Review: Owl and the Japanese Circus by Kristi Charish

Review: Owl and the Japanese Circus by Kristi CharishOwl and the Japanese Circus (The Adventures of Owl, #1) by Kristi Charish
Formats available: paperback, ebook, audiobook
Series: Adventures of Owl #1
Pages: 432
Published by Pocket Star on January 13th 2015
Purchasing Info: Author's WebsitePublisher's WebsiteAmazonBarnes & NobleKoboBookshop.org
Goodreads

Ex-archaeology grad student turned international antiquities thief, Alix—better known now as Owl—has one rule. No supernatural jobs. Ever. Until she crosses paths with Mr. Kurosawa, a red dragon who owns and runs the Japanese Circus Casino in Las Vegas.
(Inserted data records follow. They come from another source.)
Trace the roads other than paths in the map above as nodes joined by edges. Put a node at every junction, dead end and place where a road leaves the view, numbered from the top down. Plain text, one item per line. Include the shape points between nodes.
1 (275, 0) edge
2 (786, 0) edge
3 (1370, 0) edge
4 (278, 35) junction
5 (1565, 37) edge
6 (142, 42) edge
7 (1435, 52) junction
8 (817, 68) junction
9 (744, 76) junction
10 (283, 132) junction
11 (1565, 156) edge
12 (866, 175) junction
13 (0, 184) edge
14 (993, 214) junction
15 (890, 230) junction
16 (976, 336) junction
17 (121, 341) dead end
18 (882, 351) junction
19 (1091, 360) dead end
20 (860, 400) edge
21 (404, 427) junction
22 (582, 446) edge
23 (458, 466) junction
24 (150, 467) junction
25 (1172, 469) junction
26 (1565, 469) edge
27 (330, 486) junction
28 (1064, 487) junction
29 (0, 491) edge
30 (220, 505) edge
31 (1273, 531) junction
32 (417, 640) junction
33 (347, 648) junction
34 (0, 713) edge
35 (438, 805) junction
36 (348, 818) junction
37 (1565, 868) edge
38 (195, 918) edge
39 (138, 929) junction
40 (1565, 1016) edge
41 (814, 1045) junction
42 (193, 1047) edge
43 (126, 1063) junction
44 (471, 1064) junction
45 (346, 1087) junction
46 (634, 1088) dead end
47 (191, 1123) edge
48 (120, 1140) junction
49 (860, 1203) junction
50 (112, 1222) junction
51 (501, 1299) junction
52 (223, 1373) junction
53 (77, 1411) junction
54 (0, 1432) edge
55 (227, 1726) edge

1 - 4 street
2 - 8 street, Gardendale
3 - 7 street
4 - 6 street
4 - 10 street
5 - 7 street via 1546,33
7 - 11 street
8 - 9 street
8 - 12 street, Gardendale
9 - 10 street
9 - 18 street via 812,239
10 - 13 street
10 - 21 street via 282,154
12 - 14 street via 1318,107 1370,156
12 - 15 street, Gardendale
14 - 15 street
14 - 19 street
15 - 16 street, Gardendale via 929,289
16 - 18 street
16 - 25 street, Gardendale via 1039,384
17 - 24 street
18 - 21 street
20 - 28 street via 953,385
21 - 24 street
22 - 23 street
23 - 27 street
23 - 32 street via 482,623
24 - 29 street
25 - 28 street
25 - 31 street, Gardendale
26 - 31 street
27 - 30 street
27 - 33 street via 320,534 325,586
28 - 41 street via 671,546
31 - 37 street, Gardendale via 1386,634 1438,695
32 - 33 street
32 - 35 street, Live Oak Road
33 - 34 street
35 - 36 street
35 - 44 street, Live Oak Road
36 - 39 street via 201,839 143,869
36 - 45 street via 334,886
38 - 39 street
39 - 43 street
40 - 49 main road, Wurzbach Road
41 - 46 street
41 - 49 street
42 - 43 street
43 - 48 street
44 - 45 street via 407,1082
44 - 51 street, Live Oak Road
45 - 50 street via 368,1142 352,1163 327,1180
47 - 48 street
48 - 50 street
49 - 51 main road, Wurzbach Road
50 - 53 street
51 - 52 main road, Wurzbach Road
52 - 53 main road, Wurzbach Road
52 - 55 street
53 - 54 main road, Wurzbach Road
He insists Owl retrieve an artifact stolen three thousand years ago, and makes her an offer she can’t refuse: he’ll get rid of a pack of vampires that want her dead. A dragon is about the only entity on the planet that can deliver on Owl’s vampire problem – and let’s face it, dragons are known to eat the odd thief.
Owl retraces the steps of Mr. Kurosawa’s ancient thief from Japan to Bali with the help of her best friend, Nadya, and an attractive mercenary. As it turns out though, finding the scroll is the least of her worries. When she figures out one of Mr. Kurosawa’s trusted advisors is orchestrating a plan to use a weapon powerful enough to wipe out a city, things go to hell in a hand basket fast…and Owl has to pick sides.

My Review:

In this story, the Japanese Circus is a glitzy Las Vegas casino – owned by a Japanese Red Dragon. And Owl is almost as good as she thinks she is – and as all the hype said her story is.

This is urban fantasy, so a contemporary 21st century setting in a world not that much different from our own – except that the things that go bump in the night not only exist, but also go bump in the daytime, too.

Owl, a disgraced archaeology student formerly known as Alix, seems to have the worst radar in the world for telling the supes from the mundanes. And that’s what got her in so much trouble. Because in a world where supernatural creatures have been apex predators for centuries, it’s only logical that all too many archaeological digs would find powerful artifacts and dangerous creatures.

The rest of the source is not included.